Bobby had expected Wolfowitz to be nervous. He had a hostile Congress, an even more hostile Cabinet, a nonplussed Pentagon, a rebellious Central Security Agency and CIA, and there he was, with Battlestar America on yellow alert, and the borders sealed, and the Red Army massing on the Ukrainian border, and America already committed in the vaguest terms to defending the Ukraine.
But neither the poker wizard Bobby had played against in Berkeley nor the fast-talking shoot-from-the-hip Nathan Wolfowitz of a thousand and one television appearances had ever looked as freaked-out as this, would have been constitutionally capable of all this mealy-mouthed evasion, even with nothing showing and only a pair of deuces in the hole.
Bobby had moved heaven and Earth to get StarN
et to send him here to Washington to cover President Wolfowitz’s first press conference. He had bullshitted his superiors shamelessly about his “personal relationship” with the new President.
For now Sara’s previously sardonic suggestion that he appeal to Nat Wolfowitz to get him an exit visa had new meaning. Wolfowitz was no longer a Vice President in political purdah. He was in charge of everything. He could do it with a word, with the stroke of a pen. All Bobby had to do was get to him.

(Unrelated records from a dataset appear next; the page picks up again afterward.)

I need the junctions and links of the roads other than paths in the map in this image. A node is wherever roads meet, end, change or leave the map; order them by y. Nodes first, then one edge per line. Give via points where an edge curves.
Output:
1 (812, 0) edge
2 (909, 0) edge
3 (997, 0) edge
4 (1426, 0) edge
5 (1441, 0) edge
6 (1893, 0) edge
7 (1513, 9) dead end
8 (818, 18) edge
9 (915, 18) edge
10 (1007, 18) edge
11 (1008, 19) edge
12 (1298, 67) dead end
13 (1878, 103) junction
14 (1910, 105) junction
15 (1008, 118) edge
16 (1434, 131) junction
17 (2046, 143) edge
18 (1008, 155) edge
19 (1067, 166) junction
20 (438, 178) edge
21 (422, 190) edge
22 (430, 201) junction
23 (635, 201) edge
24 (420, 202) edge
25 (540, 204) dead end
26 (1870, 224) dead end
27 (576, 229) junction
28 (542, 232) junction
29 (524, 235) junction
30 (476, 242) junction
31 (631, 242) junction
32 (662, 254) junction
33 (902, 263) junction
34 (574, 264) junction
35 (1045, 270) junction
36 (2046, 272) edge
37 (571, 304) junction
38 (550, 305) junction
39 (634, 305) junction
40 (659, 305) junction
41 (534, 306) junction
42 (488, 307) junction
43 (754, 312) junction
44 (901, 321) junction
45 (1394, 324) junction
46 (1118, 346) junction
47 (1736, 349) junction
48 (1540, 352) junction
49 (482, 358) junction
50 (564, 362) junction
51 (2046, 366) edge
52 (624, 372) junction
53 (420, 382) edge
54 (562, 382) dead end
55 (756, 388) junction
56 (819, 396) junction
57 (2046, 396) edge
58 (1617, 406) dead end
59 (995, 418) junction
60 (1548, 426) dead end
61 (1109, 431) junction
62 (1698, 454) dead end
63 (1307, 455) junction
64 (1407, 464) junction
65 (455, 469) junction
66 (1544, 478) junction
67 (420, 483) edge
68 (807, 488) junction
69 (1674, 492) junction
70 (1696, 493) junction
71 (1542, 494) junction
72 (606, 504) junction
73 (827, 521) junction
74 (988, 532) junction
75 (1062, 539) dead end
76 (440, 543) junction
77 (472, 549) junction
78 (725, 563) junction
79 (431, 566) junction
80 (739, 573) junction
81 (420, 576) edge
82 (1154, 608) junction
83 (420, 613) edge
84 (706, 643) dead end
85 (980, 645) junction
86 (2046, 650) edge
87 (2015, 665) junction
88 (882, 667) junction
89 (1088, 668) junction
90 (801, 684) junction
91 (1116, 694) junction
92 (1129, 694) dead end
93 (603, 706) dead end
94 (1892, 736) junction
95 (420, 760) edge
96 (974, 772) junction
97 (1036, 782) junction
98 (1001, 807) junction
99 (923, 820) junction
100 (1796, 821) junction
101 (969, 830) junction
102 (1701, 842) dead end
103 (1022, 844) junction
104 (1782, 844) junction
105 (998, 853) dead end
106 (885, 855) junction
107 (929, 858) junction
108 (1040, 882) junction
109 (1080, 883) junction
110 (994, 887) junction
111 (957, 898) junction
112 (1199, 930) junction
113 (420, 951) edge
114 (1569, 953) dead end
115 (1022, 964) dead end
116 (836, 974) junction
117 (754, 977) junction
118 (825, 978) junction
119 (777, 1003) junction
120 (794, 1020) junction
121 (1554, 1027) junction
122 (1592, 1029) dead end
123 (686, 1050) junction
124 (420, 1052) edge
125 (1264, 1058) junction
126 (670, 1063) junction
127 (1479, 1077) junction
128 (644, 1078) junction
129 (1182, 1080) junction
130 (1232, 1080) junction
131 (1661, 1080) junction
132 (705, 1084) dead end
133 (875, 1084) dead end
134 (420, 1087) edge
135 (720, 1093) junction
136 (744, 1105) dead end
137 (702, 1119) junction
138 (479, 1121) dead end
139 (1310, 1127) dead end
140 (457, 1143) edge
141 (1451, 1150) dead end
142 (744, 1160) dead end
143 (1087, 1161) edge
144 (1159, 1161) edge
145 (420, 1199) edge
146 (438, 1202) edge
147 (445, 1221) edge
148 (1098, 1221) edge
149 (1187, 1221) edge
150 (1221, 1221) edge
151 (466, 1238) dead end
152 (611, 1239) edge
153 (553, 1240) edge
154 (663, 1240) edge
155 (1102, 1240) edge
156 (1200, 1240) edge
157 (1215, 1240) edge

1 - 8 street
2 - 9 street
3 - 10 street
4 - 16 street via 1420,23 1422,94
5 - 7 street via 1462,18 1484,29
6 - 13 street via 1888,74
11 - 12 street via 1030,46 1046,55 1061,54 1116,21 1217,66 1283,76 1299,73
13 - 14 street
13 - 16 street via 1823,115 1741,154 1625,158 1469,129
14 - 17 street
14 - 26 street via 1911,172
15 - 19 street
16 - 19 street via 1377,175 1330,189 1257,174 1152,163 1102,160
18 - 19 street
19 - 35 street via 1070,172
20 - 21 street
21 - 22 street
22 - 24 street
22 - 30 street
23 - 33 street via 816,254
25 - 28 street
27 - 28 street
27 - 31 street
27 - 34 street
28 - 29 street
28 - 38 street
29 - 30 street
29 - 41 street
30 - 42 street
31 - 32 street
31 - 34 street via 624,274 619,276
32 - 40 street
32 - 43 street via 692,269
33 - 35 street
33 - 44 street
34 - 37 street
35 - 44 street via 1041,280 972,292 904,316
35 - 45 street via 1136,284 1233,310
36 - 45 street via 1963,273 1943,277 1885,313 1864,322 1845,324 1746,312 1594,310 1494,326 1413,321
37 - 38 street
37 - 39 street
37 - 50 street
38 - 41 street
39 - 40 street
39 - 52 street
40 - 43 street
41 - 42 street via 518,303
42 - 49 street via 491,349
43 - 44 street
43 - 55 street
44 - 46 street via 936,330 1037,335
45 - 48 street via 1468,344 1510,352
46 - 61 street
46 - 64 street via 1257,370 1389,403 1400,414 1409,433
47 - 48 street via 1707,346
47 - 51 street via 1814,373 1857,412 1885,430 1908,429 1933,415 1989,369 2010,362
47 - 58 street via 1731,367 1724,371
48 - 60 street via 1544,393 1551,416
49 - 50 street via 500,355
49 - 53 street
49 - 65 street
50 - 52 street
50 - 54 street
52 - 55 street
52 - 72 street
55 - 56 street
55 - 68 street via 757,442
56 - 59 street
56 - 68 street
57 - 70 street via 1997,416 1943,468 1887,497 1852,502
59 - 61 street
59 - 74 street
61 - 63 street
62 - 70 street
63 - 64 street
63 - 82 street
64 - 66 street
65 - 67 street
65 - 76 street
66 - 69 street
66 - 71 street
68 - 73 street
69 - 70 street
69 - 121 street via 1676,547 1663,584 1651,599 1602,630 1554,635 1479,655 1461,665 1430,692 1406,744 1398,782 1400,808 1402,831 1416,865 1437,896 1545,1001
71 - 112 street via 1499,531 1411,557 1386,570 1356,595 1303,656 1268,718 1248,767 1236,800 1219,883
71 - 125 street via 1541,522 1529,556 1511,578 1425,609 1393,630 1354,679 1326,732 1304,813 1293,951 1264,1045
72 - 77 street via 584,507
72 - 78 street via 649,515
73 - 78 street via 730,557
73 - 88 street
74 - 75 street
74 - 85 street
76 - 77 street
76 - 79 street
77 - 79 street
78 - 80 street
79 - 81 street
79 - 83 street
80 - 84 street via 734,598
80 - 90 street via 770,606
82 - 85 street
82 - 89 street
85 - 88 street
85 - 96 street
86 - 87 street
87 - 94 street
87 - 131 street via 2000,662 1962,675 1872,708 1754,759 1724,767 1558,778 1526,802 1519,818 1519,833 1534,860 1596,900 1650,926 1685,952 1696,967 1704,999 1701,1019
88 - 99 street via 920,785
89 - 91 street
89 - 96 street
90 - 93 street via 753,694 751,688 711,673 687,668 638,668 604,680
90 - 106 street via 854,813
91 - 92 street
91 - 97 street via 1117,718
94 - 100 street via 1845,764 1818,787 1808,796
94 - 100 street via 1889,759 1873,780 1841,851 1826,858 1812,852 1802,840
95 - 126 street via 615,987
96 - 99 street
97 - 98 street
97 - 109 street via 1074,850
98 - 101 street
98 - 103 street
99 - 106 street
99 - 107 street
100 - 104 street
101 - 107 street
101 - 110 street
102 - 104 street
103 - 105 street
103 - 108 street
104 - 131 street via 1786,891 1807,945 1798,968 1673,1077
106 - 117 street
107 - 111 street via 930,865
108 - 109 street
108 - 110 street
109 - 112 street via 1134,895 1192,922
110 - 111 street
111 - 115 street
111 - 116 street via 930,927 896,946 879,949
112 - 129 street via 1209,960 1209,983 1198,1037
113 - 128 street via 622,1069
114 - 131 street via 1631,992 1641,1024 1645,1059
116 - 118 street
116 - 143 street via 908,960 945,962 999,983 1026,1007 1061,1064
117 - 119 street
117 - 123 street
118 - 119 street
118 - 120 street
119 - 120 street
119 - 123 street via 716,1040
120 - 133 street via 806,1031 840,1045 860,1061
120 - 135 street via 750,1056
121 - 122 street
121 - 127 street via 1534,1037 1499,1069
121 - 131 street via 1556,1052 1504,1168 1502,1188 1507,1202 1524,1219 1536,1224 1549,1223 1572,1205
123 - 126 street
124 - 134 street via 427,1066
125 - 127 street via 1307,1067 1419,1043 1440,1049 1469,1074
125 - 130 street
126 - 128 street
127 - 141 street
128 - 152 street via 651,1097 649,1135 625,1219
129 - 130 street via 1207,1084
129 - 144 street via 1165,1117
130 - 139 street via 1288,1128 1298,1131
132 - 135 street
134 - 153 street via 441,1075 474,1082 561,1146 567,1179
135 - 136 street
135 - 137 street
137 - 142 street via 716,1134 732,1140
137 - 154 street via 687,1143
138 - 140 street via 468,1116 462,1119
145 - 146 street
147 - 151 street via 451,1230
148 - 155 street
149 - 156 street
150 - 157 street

And now here he was, in the middle of a crush of White House reporters, wondering what the hell he had been thinking. How was he really supposed to get close enough to Wolfowitz to ask him for anything? What made him think the new President would even remember someone he had played poker with a decade ago?
From the way Wolfowitz was behaving, it seemed like a minor miracle that the man had been able to remember to seal his fly.
“Mr. President, what does it really mean that the United States has placed the Ukraine ‘under the nuclear shield of Battlestar America’?”
“Uh . . . Moscow’s guess is as good as mine at the moment. . . .”
“You mean you don’t even know what the policy is!”
“I mean that the previous policy died with Harry Carson, and I haven’t had time to figure things out.”
“But Mr. President, just what will the United States actually do if the Red Army invades the Ukraine?”
“Ah . . . I’m sure Mr. Gorchenko would like the answer to that one too. . . .”
“Mr. President, do you support independence for the captive peoples of the Soviet Union?”